# Hard Drive change leads to no account service



## DanMannyMan (Jun 1, 2010)

Hi everyone,

I purchased a Tivo HD upgraded with a 1 TB drive and lifetime service from eBay back in Nov. of 2008. It worked perfectly until recently, as the hard drive seems to be failing (still boots fine, new recordings are just unwatchable because they are so pixelated). This was a WD GreenDrive before the current "EARS-" series.

I tried to use the original 160 GB drive, but I when I copied my info from the 1 TB drive using WinMFS (truncated transfer) and reinstalled in the Tivo, I get a message from Tivo saying that there is no service tied to that machine, and it gives me a number to call. (I had formatted the original drive prior to copying the 1 TB data). 

After this, I bought a new 1 TB drive (Hitachi Deskstar 3100), did a complete copy with WinMFS and the same thing happened. My understanding is that the account info is tied to the motherboard, so I'm not sure why this is happening. Others have reported doing similar upgrades with no problem... the Tivo boots with the new drive, but again it warns me about no account info. I understand that Tivo does not support any hard drive changes, so I am wary to call to re-activate service. Any advice would be greatly appreciated.

Thanks!
Dan


----------



## dilbert27 (Dec 1, 2006)

Has the Tivo made a call after the new drive for it is possible that the original 160 GB drive was removed before the service was activated and therefore did not know about the service status.


----------



## DanMannyMan (Jun 1, 2010)

I bought it with an upgraded 1 TB and the lifetime service activated to the seller which was then transferred to me. Are you saying that maybe he activated the Tivo after swapping out the 160 GB drive? Why would that have any effect on the account status of the Tivo? 

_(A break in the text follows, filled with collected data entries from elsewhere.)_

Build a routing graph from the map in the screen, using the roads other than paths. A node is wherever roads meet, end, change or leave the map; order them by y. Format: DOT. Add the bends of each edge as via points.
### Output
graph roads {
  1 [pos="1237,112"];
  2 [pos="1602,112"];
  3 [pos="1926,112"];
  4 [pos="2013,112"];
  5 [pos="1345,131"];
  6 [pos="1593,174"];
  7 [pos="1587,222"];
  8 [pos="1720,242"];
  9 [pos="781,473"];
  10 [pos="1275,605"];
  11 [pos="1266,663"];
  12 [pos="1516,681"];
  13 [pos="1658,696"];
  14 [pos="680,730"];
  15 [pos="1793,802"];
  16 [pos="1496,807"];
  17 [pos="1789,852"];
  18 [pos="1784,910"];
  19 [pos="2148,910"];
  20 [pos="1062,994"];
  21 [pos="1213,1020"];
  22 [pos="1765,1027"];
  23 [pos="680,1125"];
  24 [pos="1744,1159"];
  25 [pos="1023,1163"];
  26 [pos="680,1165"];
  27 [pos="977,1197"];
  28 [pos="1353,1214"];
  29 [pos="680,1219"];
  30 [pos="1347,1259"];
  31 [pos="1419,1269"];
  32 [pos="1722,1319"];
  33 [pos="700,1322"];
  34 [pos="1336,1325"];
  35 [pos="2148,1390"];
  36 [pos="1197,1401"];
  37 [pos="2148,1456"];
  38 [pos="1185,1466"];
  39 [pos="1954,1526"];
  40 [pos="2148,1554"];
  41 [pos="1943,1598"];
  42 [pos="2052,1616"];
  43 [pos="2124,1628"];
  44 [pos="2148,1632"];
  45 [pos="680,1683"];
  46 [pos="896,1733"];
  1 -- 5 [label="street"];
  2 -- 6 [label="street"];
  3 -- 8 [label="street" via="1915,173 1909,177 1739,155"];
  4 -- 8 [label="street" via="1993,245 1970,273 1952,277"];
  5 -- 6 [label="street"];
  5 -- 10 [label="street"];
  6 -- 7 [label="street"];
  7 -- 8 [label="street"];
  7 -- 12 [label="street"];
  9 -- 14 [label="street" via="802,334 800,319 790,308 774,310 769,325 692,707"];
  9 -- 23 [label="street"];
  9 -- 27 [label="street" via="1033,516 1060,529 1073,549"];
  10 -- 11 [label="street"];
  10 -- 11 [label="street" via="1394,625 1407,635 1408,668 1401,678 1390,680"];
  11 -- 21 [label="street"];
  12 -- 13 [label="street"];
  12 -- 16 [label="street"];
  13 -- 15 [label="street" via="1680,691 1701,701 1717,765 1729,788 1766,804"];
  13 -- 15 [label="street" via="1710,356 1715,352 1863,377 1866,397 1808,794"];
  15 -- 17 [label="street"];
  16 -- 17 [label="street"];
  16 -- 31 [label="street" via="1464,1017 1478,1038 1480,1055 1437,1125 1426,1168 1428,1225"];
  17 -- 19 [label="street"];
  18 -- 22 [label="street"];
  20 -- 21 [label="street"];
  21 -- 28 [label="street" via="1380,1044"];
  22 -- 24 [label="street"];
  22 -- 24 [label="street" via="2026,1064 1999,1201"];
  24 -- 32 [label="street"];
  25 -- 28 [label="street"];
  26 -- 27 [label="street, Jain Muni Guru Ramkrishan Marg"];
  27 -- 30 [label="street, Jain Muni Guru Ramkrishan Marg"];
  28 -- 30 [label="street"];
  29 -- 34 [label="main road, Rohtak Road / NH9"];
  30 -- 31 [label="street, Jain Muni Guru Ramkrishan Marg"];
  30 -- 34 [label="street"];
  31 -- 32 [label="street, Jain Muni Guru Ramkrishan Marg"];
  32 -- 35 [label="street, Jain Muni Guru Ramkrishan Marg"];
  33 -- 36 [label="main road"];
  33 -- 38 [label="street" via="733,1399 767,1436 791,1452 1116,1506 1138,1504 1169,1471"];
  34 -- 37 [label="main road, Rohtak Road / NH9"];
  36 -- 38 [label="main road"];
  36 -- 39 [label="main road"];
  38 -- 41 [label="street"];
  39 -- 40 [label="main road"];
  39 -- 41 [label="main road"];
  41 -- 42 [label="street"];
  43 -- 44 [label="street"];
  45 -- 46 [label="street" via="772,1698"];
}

Basically, it works right now with the original upgraded 1TB drive, but copying my files and installing either of these other two drives results in the no account service message. Does WinMFS have anything to do with account status? That info is nowhere on the hard drive right?

Do I need to manually have the Tivo download the latest data or something? I plugged in the ethernet cable after setting it all up again, but I didn't try that. From what I've read, doing a complete copy should have all of my shows and everything looking the same as before, but this is not the case.


----------



## kdmorse (Jan 29, 2001)

Service is tied to the motherboard. 

However, service status is stored on the hard drive. It is updated every time the unit makes a daily call. (It says "Here's my serial number, what's my services status", and stores it). So... If the hard drive you installed was last used in a unit with no service, it would have no way of knowing it's now in an unit with service, until it made it's first daily call.

-Ken


----------



## cwerdna (Feb 22, 2001)

If you go to System Info, does the TSN (serial number/service id) look valid and match what's on the back of the box? If it's totally wrong (like all 0s or something) and/or you're getting an error 51, try doing a clear and delete everything when booted w/the replacement drive.

I had to do this when fixing someone's dead Series 2 TiVo w/a source image from another person's Series 2 TiVo. (Both were TCD54xxx units.) I had to do that too in order to get my Tivo HD going using an image I got elsewhere since the original stock drive was corrupted and/or bad.


----------



## ChuckH (Mar 27, 2002)

If you do a clear and delete you will need the cablecard repaired if you have one.

chuckh


----------